Fuel pump prices at various inland destinations will decrease as follows: 95 Octane Unleaded Petrol decrease by 50 cent per litre (retail); and diesel (all grades) decrease by 30 cent per litre (wholesale), according to a media statement issued on Monday.
The Minister of Mines and Energy, Obeth Kandjoze said global oil supply growth continues to take a toll on oil prices, despite several meetings held by the worlds biggest oil cartel - Organization of the Petroleum Exporting Countries - (OPEC) to arrest the situation.
Although oil prices are low globally, local motorists have not enjoyed the full benefits in the form of low fuel pump prices due to a sudden increase in the exchange rate of the Namibia dollar against the US dollar. As we might all know, oil is traded in US dollar, and an appreciation in the US dollar meant that local oil importers had to pay more in terms of the local currency to bring oil to our shores.
The average US dollars/Namibia dollars exchange rate for the period under review was N$15.82, slightly higher than the previous months.
Refined oil prices per barrel picked up slightly during the course of February to an average of US dollars 44 for gasoline (about N.dollars 696.08) for petrol and US dollars 38 (about N.dollars 601.16) for gasoline (diesel).

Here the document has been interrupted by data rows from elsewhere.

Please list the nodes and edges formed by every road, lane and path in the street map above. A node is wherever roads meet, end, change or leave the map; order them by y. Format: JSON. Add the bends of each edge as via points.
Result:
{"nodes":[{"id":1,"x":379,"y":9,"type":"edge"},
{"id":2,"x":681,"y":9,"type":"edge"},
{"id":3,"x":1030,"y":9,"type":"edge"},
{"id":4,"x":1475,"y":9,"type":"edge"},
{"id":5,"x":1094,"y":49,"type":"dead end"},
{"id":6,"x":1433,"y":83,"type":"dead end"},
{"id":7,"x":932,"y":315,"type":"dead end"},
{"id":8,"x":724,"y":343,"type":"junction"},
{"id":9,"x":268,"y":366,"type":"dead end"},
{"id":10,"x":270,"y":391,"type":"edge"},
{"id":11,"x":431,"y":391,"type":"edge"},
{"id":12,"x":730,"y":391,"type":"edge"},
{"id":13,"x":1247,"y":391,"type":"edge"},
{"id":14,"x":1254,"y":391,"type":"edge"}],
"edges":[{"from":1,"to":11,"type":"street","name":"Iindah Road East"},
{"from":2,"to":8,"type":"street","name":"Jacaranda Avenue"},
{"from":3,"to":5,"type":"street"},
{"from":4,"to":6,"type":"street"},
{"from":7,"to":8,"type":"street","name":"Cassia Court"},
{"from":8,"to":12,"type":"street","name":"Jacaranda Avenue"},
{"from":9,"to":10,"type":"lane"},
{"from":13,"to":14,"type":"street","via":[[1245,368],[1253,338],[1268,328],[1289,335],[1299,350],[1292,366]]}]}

Kandjoze stressed when the aforementioned conditions got filtered through the local oil market, over-recoveries were recorded because the average prices for refined petroleum products remain higher compared to our current pump prices, especially petrol thats price has not seen huge decreases in recent months.
It is only fair if pump prices are reasonably reduced to a sustainable level for both the importers and consumers, given the prevailing oil market conditions, Kandjoze noted.

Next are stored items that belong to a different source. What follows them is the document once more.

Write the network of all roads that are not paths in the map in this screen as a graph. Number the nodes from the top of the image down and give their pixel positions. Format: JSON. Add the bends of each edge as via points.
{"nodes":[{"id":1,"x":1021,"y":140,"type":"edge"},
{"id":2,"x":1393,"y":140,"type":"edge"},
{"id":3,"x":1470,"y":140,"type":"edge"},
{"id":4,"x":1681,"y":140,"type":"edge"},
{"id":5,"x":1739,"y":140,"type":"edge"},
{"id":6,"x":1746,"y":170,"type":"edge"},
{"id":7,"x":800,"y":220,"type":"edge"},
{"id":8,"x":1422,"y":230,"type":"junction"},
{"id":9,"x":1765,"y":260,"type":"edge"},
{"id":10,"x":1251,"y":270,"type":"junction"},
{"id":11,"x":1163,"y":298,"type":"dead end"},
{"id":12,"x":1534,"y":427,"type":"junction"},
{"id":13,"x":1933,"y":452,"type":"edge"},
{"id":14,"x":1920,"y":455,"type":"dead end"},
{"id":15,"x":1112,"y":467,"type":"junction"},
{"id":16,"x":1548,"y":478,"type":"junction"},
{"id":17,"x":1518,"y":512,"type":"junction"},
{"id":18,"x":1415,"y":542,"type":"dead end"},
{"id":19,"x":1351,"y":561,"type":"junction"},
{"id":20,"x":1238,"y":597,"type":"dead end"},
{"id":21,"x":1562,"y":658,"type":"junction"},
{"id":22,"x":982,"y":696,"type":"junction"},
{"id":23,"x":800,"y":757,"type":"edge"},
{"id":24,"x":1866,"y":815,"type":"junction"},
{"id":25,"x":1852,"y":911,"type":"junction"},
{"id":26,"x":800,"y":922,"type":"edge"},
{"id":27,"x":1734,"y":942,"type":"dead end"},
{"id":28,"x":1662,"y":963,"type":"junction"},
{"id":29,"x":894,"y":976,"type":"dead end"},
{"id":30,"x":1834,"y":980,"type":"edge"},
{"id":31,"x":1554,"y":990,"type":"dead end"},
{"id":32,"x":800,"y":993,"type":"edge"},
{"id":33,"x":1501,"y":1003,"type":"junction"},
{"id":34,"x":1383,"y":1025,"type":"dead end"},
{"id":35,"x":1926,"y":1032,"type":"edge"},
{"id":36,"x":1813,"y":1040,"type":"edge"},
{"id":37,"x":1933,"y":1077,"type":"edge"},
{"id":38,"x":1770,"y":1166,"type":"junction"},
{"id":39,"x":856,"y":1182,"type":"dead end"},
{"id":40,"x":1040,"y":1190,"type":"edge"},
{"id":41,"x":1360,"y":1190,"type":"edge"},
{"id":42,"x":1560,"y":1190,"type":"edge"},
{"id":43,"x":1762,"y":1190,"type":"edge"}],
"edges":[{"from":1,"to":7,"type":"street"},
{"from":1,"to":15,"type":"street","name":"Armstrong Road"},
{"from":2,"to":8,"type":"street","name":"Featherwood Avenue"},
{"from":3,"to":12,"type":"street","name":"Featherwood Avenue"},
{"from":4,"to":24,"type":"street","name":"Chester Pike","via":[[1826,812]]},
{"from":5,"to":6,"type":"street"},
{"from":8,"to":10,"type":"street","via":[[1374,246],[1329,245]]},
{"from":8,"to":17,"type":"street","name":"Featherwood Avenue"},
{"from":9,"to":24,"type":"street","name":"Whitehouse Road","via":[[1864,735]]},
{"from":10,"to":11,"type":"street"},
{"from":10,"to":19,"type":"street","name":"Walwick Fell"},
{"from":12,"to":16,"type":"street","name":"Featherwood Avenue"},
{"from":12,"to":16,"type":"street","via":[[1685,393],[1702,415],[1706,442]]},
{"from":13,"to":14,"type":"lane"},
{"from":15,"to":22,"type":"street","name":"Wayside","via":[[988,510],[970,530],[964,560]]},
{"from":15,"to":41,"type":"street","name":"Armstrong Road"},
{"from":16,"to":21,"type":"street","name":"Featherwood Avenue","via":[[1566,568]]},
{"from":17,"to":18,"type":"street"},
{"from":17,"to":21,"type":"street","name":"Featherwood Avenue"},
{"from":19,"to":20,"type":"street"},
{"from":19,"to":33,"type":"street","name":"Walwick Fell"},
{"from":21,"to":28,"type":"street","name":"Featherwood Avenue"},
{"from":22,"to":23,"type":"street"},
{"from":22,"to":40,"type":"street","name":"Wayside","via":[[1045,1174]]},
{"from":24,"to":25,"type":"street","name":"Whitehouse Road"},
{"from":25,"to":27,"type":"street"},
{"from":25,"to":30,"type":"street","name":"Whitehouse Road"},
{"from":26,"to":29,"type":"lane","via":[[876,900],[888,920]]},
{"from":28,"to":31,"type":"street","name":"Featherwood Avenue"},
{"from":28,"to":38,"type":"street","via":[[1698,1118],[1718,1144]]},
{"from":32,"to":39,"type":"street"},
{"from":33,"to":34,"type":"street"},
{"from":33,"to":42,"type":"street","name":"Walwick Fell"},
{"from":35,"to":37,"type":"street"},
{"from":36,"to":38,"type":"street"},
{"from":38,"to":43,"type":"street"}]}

The latest Petroleum Activities Return (PAR) report has shown that oil companies are not making enough returns on their investment in the petroleum sector and there is a great need to adjust their margins to a level that would encourage further investment.
The ministry has, therefore, decided to grant an eight-cent per litre increase on the Industry Margin to that effect. An additional increase of 0.68 cent per litre is equally granted on the Service Differential for the maintenance of oil storage facilities (depots) and fuel handling costs incurred by oil companies.
The over-recoveries per product on the basic fuel price import parity landed in Walvis Bay calculated at 25 February 2016 are: 95 Octane Unleaded Petrol at 79.032 cents per litre; diesel 500 parts per million (ppm) at 50.870 cents per litre; and diesel 50 parts per million at 51.958 cent per litre.
Thus, the new Walvis Bay pump prices will be: 95 Octane Unleaded Petrol at N.dollars 10.04 per litre; diesel 500 parts per million at N.dollars 9.42 per litre; and diesel parts per million at N.dollars 9.47 per litre.